Entries shown:
※ ※ ※

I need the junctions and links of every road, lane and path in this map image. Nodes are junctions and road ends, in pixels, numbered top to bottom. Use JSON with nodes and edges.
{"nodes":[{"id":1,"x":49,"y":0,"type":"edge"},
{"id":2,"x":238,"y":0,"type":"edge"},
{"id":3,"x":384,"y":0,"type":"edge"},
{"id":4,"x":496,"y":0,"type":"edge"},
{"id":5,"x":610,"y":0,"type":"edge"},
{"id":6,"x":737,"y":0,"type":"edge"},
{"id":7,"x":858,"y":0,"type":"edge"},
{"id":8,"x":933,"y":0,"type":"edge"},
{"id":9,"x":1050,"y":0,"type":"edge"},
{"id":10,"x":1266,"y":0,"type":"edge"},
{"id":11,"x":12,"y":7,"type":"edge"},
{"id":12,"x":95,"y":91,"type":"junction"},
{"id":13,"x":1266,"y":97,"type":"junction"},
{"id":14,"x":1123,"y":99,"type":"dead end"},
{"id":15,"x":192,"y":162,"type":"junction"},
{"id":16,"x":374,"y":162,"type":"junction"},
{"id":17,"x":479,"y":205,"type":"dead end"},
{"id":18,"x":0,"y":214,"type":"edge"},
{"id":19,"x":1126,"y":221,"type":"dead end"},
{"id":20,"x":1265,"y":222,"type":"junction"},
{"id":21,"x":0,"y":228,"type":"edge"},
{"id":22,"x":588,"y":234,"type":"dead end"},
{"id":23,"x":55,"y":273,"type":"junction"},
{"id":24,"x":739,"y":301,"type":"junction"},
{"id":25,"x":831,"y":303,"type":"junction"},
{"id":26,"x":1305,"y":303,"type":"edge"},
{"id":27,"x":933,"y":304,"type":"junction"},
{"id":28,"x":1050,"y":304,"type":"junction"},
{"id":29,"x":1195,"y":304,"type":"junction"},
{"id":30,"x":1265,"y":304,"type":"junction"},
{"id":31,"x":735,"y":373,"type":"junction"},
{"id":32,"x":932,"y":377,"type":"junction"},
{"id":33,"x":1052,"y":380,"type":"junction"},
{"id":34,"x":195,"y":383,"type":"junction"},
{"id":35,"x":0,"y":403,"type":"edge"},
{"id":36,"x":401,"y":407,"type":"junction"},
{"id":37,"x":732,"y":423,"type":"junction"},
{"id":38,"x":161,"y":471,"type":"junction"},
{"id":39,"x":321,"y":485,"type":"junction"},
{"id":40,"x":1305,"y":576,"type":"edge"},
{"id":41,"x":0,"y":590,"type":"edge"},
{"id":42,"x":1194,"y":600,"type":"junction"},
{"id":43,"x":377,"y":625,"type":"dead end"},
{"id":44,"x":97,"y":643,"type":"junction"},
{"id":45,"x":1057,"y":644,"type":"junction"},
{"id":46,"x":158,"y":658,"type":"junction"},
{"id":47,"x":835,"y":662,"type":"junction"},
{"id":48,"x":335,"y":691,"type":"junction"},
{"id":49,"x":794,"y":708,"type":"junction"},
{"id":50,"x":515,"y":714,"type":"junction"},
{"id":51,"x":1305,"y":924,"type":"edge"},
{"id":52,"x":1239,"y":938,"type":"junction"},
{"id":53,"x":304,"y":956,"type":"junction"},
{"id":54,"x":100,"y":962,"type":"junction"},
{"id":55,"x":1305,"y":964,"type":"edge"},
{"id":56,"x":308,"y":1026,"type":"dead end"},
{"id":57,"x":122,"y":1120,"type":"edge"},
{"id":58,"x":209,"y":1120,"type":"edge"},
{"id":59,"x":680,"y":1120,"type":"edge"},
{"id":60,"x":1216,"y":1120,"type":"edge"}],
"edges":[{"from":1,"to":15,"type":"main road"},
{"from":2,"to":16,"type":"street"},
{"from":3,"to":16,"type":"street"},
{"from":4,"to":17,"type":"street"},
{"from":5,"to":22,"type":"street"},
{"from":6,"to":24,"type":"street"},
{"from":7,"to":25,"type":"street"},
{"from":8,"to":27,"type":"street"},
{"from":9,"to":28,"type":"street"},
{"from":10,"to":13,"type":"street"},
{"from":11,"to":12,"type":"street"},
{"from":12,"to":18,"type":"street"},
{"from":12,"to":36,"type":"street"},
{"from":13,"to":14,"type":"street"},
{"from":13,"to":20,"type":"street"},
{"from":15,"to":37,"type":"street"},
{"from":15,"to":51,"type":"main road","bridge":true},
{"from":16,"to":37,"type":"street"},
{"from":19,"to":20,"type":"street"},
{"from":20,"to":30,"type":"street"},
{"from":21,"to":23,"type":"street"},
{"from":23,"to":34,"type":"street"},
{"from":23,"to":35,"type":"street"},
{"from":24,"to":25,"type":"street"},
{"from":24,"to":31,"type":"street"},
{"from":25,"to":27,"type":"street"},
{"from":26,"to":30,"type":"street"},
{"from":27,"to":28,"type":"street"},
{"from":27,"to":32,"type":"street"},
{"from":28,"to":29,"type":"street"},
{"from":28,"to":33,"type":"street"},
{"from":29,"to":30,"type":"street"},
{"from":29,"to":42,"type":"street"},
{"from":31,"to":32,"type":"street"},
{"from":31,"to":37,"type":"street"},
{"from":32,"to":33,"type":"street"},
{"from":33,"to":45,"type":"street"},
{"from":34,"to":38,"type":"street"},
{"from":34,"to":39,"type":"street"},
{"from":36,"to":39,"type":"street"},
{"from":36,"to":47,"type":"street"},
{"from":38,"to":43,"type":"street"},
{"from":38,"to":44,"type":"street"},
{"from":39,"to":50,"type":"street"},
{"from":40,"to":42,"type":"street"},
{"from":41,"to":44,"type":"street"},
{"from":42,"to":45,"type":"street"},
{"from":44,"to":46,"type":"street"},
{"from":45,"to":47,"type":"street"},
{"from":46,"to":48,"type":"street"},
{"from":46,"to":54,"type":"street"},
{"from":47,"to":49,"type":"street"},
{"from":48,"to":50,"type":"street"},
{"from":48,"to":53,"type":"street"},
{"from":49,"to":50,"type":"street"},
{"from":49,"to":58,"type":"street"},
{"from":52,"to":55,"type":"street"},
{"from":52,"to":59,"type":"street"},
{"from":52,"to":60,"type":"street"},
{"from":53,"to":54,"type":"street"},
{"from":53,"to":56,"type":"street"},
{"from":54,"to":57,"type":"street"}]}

※ ※ ※

Work item: Output the data once more, exactly as given.

Exercise output:
I need the junctions and links of every road, lane and path in this map image. Nodes are junctions and road ends, in pixels, numbered top to bottom. Use JSON with nodes and edges.
{"nodes":[{"id":1,"x":49,"y":0,"type":"edge"},
{"id":2,"x":238,"y":0,"type":"edge"},
{"id":3,"x":384,"y":0,"type":"edge"},
{"id":4,"x":496,"y":0,"type":"edge"},
{"id":5,"x":610,"y":0,"type":"edge"},
{"id":6,"x":737,"y":0,"type":"edge"},
{"id":7,"x":858,"y":0,"type":"edge"},
{"id":8,"x":933,"y":0,"type":"edge"},
{"id":9,"x":1050,"y":0,"type":"edge"},
{"id":10,"x":1266,"y":0,"type":"edge"},
{"id":11,"x":12,"y":7,"type":"edge"},
{"id":12,"x":95,"y":91,"type":"junction"},
{"id":13,"x":1266,"y":97,"type":"junction"},
{"id":14,"x":1123,"y":99,"type":"dead end"},
{"id":15,"x":192,"y":162,"type":"junction"},
{"id":16,"x":374,"y":162,"type":"junction"},
{"id":17,"x":479,"y":205,"type":"dead end"},
{"id":18,"x":0,"y":214,"type":"edge"},
{"id":19,"x":1126,"y":221,"type":"dead end"},
{"id":20,"x":1265,"y":222,"type":"junction"},
{"id":21,"x":0,"y":228,"type":"edge"},
{"id":22,"x":588,"y":234,"type":"dead end"},
{"id":23,"x":55,"y":273,"type":"junction"},
{"id":24,"x":739,"y":301,"type":"junction"},
{"id":25,"x":831,"y":303,"type":"junction"},
{"id":26,"x":1305,"y":303,"type":"edge"},
{"id":27,"x":933,"y":304,"type":"junction"},
{"id":28,"x":1050,"y":304,"type":"junction"},
{"id":29,"x":1195,"y":304,"type":"junction"},
{"id":30,"x":1265,"y":304,"type":"junction"},
{"id":31,"x":735,"y":373,"type":"junction"},
{"id":32,"x":932,"y":377,"type":"junction"},
{"id":33,"x":1052,"y":380,"type":"junction"},
{"id":34,"x":195,"y":383,"type":"junction"},
{"id":35,"x":0,"y":403,"type":"edge"},
{"id":36,"x":401,"y":407,"type":"junction"},
{"id":37,"x":732,"y":423,"type":"junction"},
{"id":38,"x":161,"y":471,"type":"junction"},
{"id":39,"x":321,"y":485,"type":"junction"},
{"id":40,"x":1305,"y":576,"type":"edge"},
{"id":41,"x":0,"y":590,"type":"edge"},
{"id":42,"x":1194,"y":600,"type":"junction"},
{"id":43,"x":377,"y":625,"type":"dead end"},
{"id":44,"x":97,"y":643,"type":"junction"},
{"id":45,"x":1057,"y":644,"type":"junction"},
{"id":46,"x":158,"y":658,"type":"junction"},
{"id":47,"x":835,"y":662,"type":"junction"},
{"id":48,"x":335,"y":691,"type":"junction"},
{"id":49,"x":794,"y":708,"type":"junction"},
{"id":50,"x":515,"y":714,"type":"junction"},
{"id":51,"x":1305,"y":924,"type":"edge"},
{"id":52,"x":1239,"y":938,"type":"junction"},
{"id":53,"x":304,"y":956,"type":"junction"},
{"id":54,"x":100,"y":962,"type":"junction"},
{"id":55,"x":1305,"y":964,"type":"edge"},
{"id":56,"x":308,"y":1026,"type":"dead end"},
{"id":57,"x":122,"y":1120,"type":"edge"},
{"id":58,"x":209,"y":1120,"type":"edge"},
{"id":59,"x":680,"y":1120,"type":"edge"},
{"id":60,"x":1216,"y":1120,"type":"edge"}],
"edges":[{"from":1,"to":15,"type":"main road"},
{"from":2,"to":16,"type":"street"},
{"from":3,"to":16,"type":"street"},
{"from":4,"to":17,"type":"street"},
{"from":5,"to":22,"type":"street"},
{"from":6,"to":24,"type":"street"},
{"from":7,"to":25,"type":"street"},
{"from":8,"to":27,"type":"street"},
{"from":9,"to":28,"type":"street"},
{"from":10,"to":13,"type":"street"},
{"from":11,"to":12,"type":"street"},
{"from":12,"to":18,"type":"street"},
{"from":12,"to":36,"type":"street"},
{"from":13,"to":14,"type":"street"},
{"from":13,"to":20,"type":"street"},
{"from":15,"to":37,"type":"street"},
{"from":15,"to":51,"type":"main road","bridge":true},
{"from":16,"to":37,"type":"street"},
{"from":19,"to":20,"type":"street"},
{"from":20,"to":30,"type":"street"},
{"from":21,"to":23,"type":"street"},
{"from":23,"to":34,"type":"street"},
{"from":23,"to":35,"type":"street"},
{"from":24,"to":25,"type":"street"},
{"from":24,"to":31,"type":"street"},
{"from":25,"to":27,"type":"street"},
{"from":26,"to":30,"type":"street"},
{"from":27,"to":28,"type":"street"},
{"from":27,"to":32,"type":"street"},
{"from":28,"to":29,"type":"street"},
{"from":28,"to":33,"type":"street"},
{"from":29,"to":30,"type":"street"},
{"from":29,"to":42,"type":"street"},
{"from":31,"to":32,"type":"street"},
{"from":31,"to":37,"type":"street"},
{"from":32,"to":33,"type":"street"},
{"from":33,"to":45,"type":"street"},
{"from":34,"to":38,"type":"street"},
{"from":34,"to":39,"type":"street"},
{"from":36,"to":39,"type":"street"},
{"from":36,"to":47,"type":"street"},
{"from":38,"to":43,"type":"street"},
{"from":38,"to":44,"type":"street"},
{"from":39,"to":50,"type":"street"},
{"from":40,"to":42,"type":"street"},
{"from":41,"to":44,"type":"street"},
{"from":42,"to":45,"type":"street"},
{"from":44,"to":46,"type":"street"},
{"from":45,"to":47,"type":"street"},
{"from":46,"to":48,"type":"street"},
{"from":46,"to":54,"type":"street"},
{"from":47,"to":49,"type":"street"},
{"from":48,"to":50,"type":"street"},
{"from":48,"to":53,"type":"street"},
{"from":49,"to":50,"type":"street"},
{"from":49,"to":58,"type":"street"},
{"from":52,"to":55,"type":"street"},
{"from":52,"to":59,"type":"street"},
{"from":52,"to":60,"type":"street"},
{"from":53,"to":54,"type":"street"},
{"from":53,"to":56,"type":"street"},
{"from":54,"to":57,"type":"street"}]}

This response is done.